Dennie_c(web)The challenge to commit to a two-year theological journey was daunting.  Would I be able to maintain the time commitment?  As an adult learner, would I complete the readings or would I skim through some topics as I did in high school and college?  As the oldest person in our cohort, I wondered how I would fit in.

Over a decade ago, along with 8-10 other people from my church, I enrolled in the Theology among the People (TAP) program sponsored by the Southeast Conference.  Over the months our numbers dwindled and we abandoned our meetings after completing year one of study.  I had always finished anything that I every started and felt that I had not fulfilled my commitment.  Or perhaps God was saying that I needed further work?  In any case, when I heard about the PATHWAYS Program I knew that I wanted to be a participant.  Since I did not feel a call to be ordained or licensed I made a commitment to complete Level I, which included 11 online courses over a two-year time period.

The program was structured using a cohort model, which theoretically means we would advance from course to course as a group.

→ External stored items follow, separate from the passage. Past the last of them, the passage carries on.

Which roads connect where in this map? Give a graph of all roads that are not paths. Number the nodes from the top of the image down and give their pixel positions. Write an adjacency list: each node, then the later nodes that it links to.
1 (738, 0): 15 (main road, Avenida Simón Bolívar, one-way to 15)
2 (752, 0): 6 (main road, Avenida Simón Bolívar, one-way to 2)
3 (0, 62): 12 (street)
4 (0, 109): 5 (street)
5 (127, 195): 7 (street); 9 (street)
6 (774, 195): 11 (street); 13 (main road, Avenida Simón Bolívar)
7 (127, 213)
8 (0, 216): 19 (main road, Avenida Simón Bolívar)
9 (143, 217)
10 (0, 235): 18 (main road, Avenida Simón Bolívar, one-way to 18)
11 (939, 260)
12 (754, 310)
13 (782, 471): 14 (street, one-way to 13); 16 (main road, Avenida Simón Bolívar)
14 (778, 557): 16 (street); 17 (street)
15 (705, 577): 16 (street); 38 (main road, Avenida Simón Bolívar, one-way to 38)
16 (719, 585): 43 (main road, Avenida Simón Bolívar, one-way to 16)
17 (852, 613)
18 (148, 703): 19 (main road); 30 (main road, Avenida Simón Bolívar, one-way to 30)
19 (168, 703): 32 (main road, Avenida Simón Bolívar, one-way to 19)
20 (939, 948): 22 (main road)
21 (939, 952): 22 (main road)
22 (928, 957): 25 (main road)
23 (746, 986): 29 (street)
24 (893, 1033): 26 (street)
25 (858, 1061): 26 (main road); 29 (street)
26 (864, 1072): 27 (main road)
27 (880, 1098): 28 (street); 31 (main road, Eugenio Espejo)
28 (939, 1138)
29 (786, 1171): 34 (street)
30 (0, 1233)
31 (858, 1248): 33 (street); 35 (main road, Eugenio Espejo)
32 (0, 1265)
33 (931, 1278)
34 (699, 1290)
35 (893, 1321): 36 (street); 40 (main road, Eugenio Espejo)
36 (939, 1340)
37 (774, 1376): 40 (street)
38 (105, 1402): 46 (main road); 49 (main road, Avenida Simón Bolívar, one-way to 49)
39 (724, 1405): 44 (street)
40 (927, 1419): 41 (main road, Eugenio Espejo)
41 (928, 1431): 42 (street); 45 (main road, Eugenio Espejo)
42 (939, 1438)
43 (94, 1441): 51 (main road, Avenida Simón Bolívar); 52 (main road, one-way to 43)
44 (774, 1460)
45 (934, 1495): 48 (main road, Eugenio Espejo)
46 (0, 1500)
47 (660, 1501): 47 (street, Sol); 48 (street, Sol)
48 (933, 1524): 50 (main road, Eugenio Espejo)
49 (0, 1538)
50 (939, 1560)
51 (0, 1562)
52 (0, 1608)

Naturally life circumstances change which prevent people from continuing. Our cohort consists of people from Georgia, Tennessee, Mississippi, and Iowa. This cross-section of participants has been beneficial since we have people from small to mid-size congregations; from liberal to more conservative theological backgrounds; and from predominantly LGBT to traditional ones.

The first course was learning to think theologically and in our last course, the “capstone” course, we have read a book titled, Everyone’s a Theologian.  So, I guess all members of our cohort have been successful: we are theologians! Included in the curriculum were courses dealing with religious pluralism; the art of worship; and re-imaging Christian Education.  In perhaps the most laborious our six week classes we read two-volumes of 500+ pages each for the history of Christianity course.

There is a Sufi story about a student who asked an elder if there was anything that could be done to become enlightened. The elder replied, “As little as you can do to make the sun rise in the morning.” In a typical student fashion, the next question was of what use are the spiritual exercises we have?  And the elder’s response was, “To make sure you are not asleep when the sun begins to rise.” C.S. Lewis is credited with saying that what is important is to come awake; but still more important to remain awake

As my two-year commitment draws to a close and as the last assignments are completed, I’m reminded of a quote from a book we read in the art of worship course.  In her book, An Altar in the World, Barbara Brown Taylor quoted Louis L’Amour: “There will come a time when you believe everything is finished. That will be the beginning.”

Although ‘everyone may be a theologian’, I feel I’ve just began to awaken to God’s call and to realize that all is not finished; it is only the beginning. Hopefully this is the new beginning where I will discover where my deep gladness and the world’s deep hunger meet.